Corn pollination is practically complete in Coles County cornfields, and it appears the crop has cleared that all-important hurdle in good shape. I believe, barring hail or locusts, we are on track for an exceptional corn crop. Soybeans are faring much better as of late, with many fields in the crucial R3 stage with sprayers out wading through many of them applying fungicides and insecticides. Many of the barren ponds have been replanted to at least get some cover or shade out weeds. As we complete our final passes in the fields, our area is moving into its annual string of fairs, festivals and shows. I would encourage you to come out and join in on the fun, and be part of what I believe is rural America at its finest.
We have reached the VT stage in corn, with some fields silking. A quick walk in about any part of most fields has shown some gray leaf spot and other bad stuff showing up on plants. I heard the first air tractor buzz and saw the first tall sprayer swimming between the rows. Our Miller is rolling out the door. With this much potential, I believe it’s worth protecting. Soybean fields are recovering from the big rains. I hope they shake it off soon and get some height to them. Most 30-inch rows are still a third of the way from closing in. Next week should see a lot of corn pollination. Have a wonderful Independence Day! God Bless America!

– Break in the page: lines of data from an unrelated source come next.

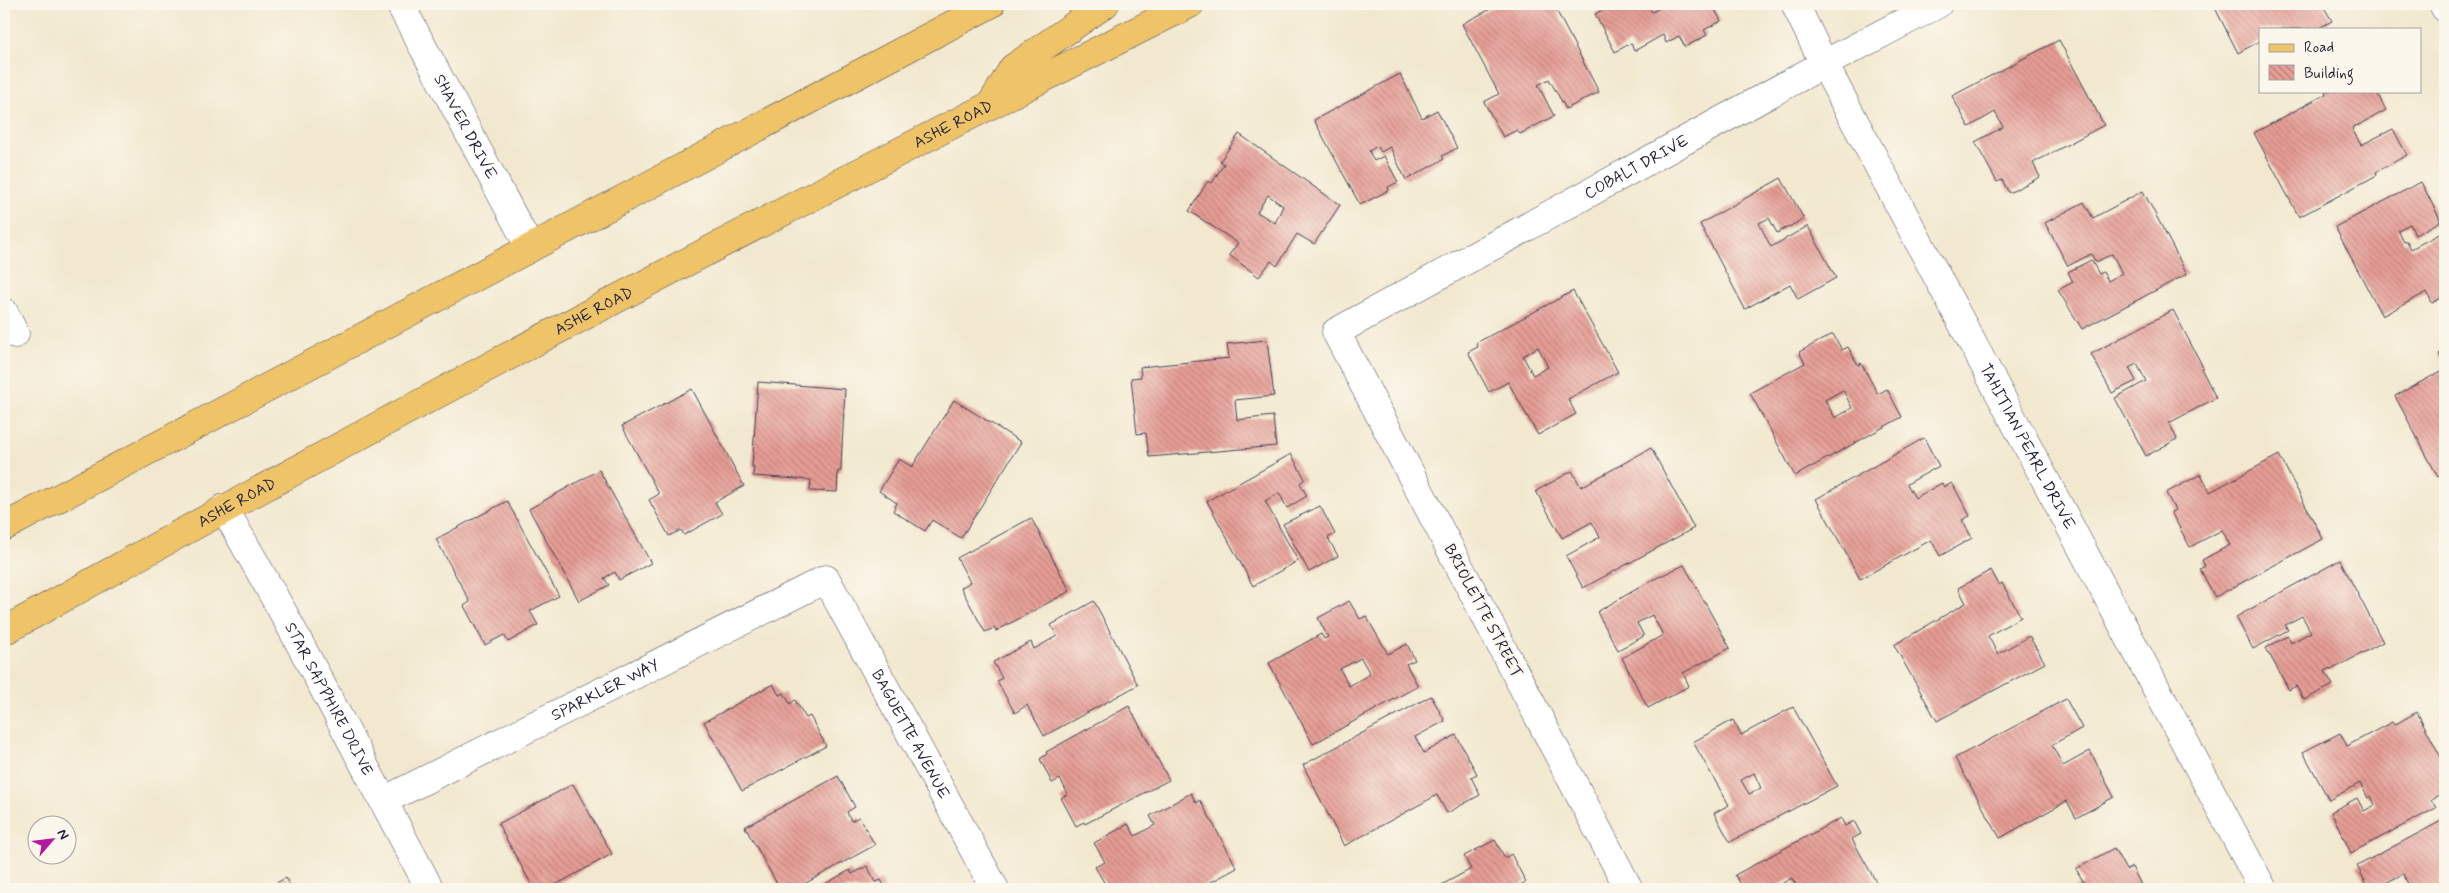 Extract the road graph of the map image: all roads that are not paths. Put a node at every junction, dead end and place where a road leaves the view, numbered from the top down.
1 (400, 4) edge
2 (991, 4) edge
3 (1105, 4) edge
4 (1190, 4) edge
5 (1795, 4) edge
6 (1938, 4) edge
7 (2443, 4) edge
8 (2445, 8) edge
9 (1824, 64) junction
10 (992, 103) junction
11 (530, 248) junction
12 (1336, 332) joint
13 (224, 508) junction
14 (4, 527) edge
15 (826, 580) joint
16 (4, 631) edge
17 (384, 800) junction
18 (430, 889) edge
19 (995, 889) edge
20 (1629, 889) edge
21 (2263, 889) edge

1 - 11 street, SHAVER DRIVE
2 - 11 main road
3 - 10 main road
4 - 10 main road, ASHE ROAD
5 - 9 street, TAHITIAN PEARL DRIVE
6 - 9 street, COBALT DRIVE
7 - 8 street
9 - 12 street, COBALT DRIVE
9 - 21 street, TAHITIAN PEARL DRIVE
10 - 13 main road, ASHE ROAD
11 - 14 main road
12 - 20 street, BRIOLETTE STREET
13 - 16 main road, ASHE ROAD
13 - 17 street, STAR SAPPHIRE DRIVE
15 - 17 street, SPARKLER WAY
15 - 19 street, BAGUETTE AVENUE
17 - 18 street, STAR SAPPHIRE DRIVE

The tides from the week of June 11-17 receded, but the damage is done, especially in bean fields. The late V stage corn (7-10) was able to tread water and not show much effect yet. Not only did we lose considerable soybean acres in low spots, but many fields showed symptoms of disease, generally phytophera root rot. Soybeans that have been able to avoid the aforementioned plagues look good as they grow into the V4-5 stages. Some combines have started working into the limited wheat crop, finding yields up to the 80-bushel range. Overall, corn is setting pretty good.